We need to be cautious, especially if the board is considering issuing new shares to Ashford as part of a termination fee payment. Issuing shares at the current depressed prices would be highly dilutive and would hand a large portion of the company to Ashford, devaluing the stakes of existing shareholders. There is significant interest in Braemar’s assets, and shareholders deserve to know all strategic options, not just those that benefit Ashford and Monty Bennett.

We cannot allow these decisions to be made in the shadows. The timing of the delayed meeting, the standstill agreements being offered to silence dissent, and the questionable deal with Blackwells all raise serious concerns about what might be going on behind closed doors.

Let’s not forget, these are the same independent directors who approved the management agreement with Ashford back in 2018, an agreement that has burdened shareholders with excessive fees and locked Braemar under Ashford’s control. This is the board that has repeatedly defended Monty Bennett’s interests, often at the expense of shareholders.

As we approach the December 17th vote, we strongly encourage all shareholders to vote against the current board. We cannot allow the continued mismanagement of Braemar to erode our investments. The future of this company depends on shareholder action.

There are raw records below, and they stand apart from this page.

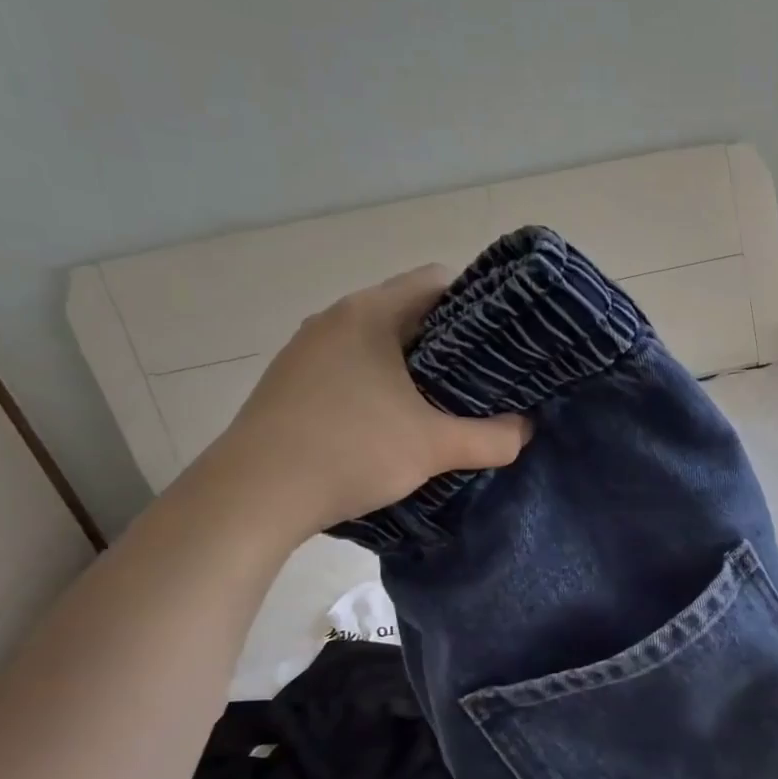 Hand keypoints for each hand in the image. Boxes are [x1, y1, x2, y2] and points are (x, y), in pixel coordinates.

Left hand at [191, 265, 529, 536]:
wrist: (251, 497)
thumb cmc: (349, 452)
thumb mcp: (434, 448)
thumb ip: (492, 438)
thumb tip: (525, 430)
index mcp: (370, 313)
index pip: (438, 281)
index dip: (479, 306)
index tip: (502, 344)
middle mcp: (335, 319)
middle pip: (409, 312)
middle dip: (451, 343)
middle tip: (483, 380)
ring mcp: (306, 350)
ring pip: (378, 342)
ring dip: (413, 367)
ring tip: (443, 405)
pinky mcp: (291, 382)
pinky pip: (351, 367)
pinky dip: (380, 385)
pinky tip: (391, 424) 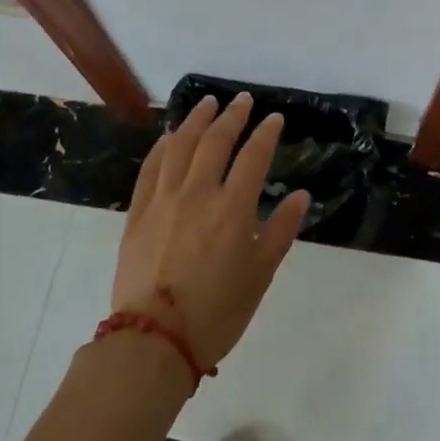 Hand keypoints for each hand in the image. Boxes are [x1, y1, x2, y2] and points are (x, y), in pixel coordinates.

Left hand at [112, 93, 310, 370]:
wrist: (154, 340)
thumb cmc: (217, 311)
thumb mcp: (260, 275)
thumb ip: (280, 231)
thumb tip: (301, 196)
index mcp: (233, 208)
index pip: (253, 156)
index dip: (265, 133)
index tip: (273, 118)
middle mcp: (198, 193)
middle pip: (215, 141)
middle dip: (232, 116)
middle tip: (242, 101)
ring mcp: (163, 200)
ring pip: (180, 146)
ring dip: (195, 120)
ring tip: (207, 104)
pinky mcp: (138, 213)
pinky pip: (150, 168)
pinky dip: (163, 147)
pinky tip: (170, 137) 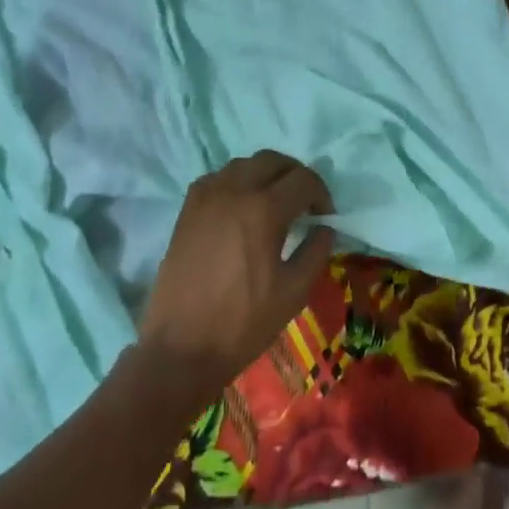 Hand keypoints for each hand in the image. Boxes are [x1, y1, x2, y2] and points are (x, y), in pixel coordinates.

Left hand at [138, 151, 334, 404]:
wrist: (182, 347)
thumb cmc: (243, 323)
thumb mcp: (293, 292)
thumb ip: (315, 252)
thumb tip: (324, 229)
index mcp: (263, 210)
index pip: (303, 180)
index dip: (322, 194)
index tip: (326, 216)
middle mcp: (233, 191)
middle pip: (273, 161)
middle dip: (295, 176)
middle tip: (305, 203)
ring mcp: (204, 197)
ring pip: (243, 165)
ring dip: (265, 175)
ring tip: (275, 204)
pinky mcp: (186, 210)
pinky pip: (218, 179)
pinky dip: (237, 183)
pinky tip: (242, 210) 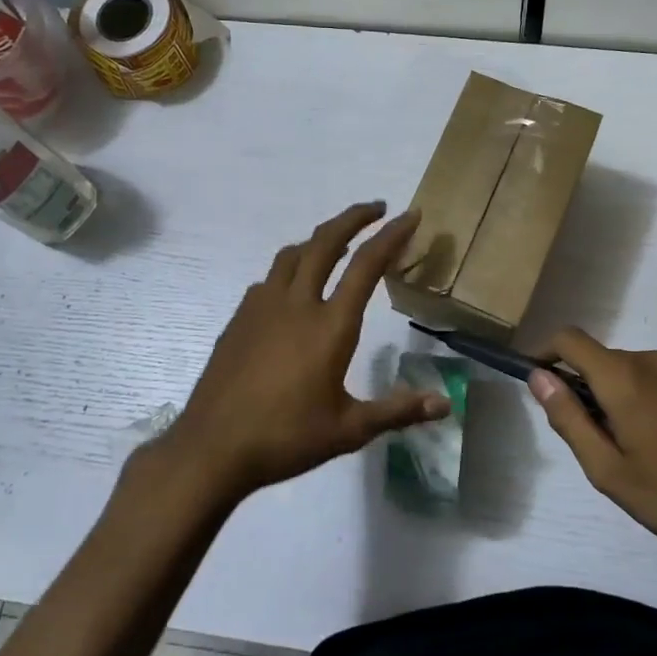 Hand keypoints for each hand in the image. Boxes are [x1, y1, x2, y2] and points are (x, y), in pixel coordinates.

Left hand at [164, 202, 448, 498]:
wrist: (212, 447)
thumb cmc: (285, 438)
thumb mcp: (349, 429)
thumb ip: (397, 411)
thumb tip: (444, 404)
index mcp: (329, 326)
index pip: (366, 265)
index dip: (391, 235)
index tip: (409, 215)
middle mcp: (296, 304)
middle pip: (325, 242)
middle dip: (354, 218)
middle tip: (376, 208)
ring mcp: (262, 307)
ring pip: (293, 254)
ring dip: (319, 239)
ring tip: (337, 242)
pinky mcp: (239, 318)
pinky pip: (270, 278)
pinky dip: (291, 268)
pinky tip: (293, 289)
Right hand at [528, 328, 656, 585]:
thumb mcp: (609, 469)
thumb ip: (568, 418)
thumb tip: (538, 378)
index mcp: (624, 377)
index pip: (569, 339)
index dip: (544, 353)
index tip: (536, 382)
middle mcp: (653, 360)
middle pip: (600, 358)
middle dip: (583, 386)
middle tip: (590, 438)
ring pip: (630, 370)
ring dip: (616, 395)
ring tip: (630, 447)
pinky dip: (644, 399) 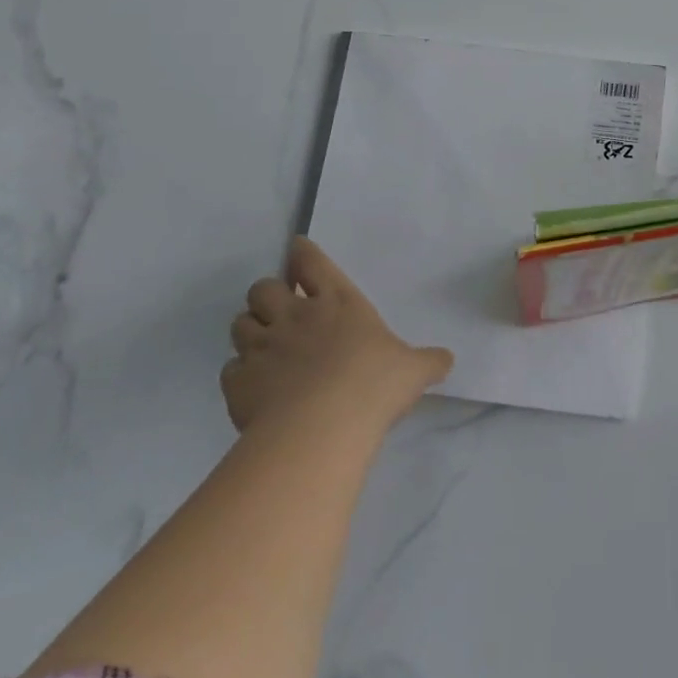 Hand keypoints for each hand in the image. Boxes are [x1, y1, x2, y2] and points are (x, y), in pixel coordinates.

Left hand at [223, 237, 453, 435]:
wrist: (322, 426)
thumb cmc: (373, 384)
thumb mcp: (413, 370)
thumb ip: (429, 361)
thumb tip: (447, 359)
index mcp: (337, 302)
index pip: (311, 262)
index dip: (301, 254)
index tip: (296, 251)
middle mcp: (295, 316)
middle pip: (263, 288)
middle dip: (267, 295)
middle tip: (279, 311)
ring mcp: (263, 347)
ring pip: (240, 324)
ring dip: (250, 330)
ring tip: (263, 347)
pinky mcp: (239, 382)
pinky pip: (230, 369)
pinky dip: (240, 374)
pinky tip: (255, 387) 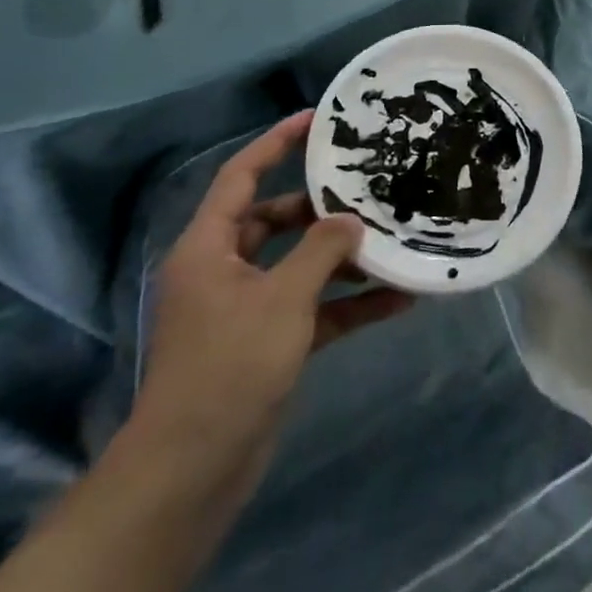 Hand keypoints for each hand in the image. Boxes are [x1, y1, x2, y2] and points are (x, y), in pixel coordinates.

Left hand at [132, 111, 411, 504]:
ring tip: (392, 239)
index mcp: (210, 247)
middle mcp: (224, 270)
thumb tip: (350, 221)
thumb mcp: (282, 299)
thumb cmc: (229, 366)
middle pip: (274, 219)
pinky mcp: (266, 344)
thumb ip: (321, 251)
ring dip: (342, 259)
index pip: (241, 176)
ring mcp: (246, 309)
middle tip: (365, 186)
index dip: (275, 143)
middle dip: (319, 206)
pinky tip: (397, 301)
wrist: (193, 472)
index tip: (316, 120)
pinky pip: (312, 309)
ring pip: (298, 265)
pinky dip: (348, 304) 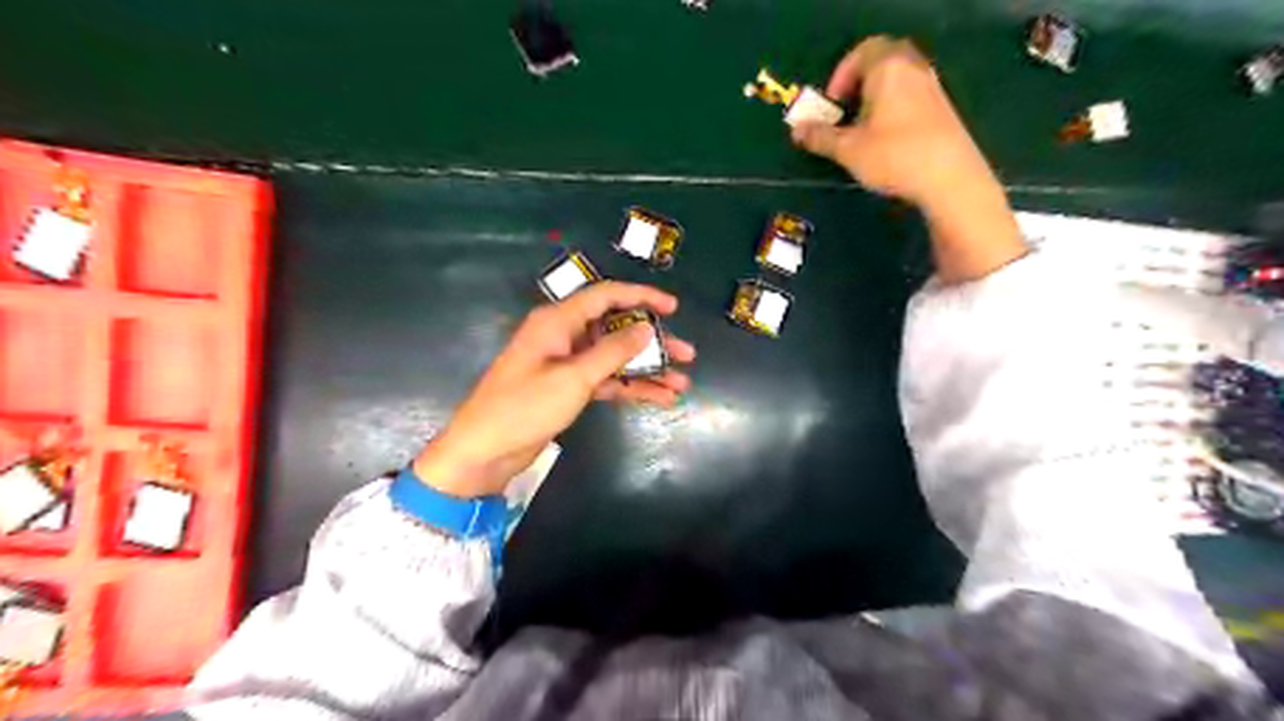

We are always open to discussing our views with any fellow shareholders who would like to share their thoughts or concerns.

Sincerely,


Alejandro Malbran
Managing Partner
Brancous LP1

amalbran@brancous.com

 

 

THE FOREGOING INFORMATION MAY BE DISSEMINATED TO SHAREHOLDERS VIA TELEPHONE, U.S. MAIL, E-MAIL, CERTAIN WEBSITES AND CERTAIN SOCIAL MEDIA VENUES, AND SHOULD NOT BE CONSTRUED AS INVESTMENT ADVICE OR AS A SOLICITATION OF AUTHORITY TO VOTE YOUR PROXY.

 

THE COST OF DISSEMINATING THE FOREGOING INFORMATION TO SHAREHOLDERS IS BEING BORNE ENTIRELY BY THE FILERS.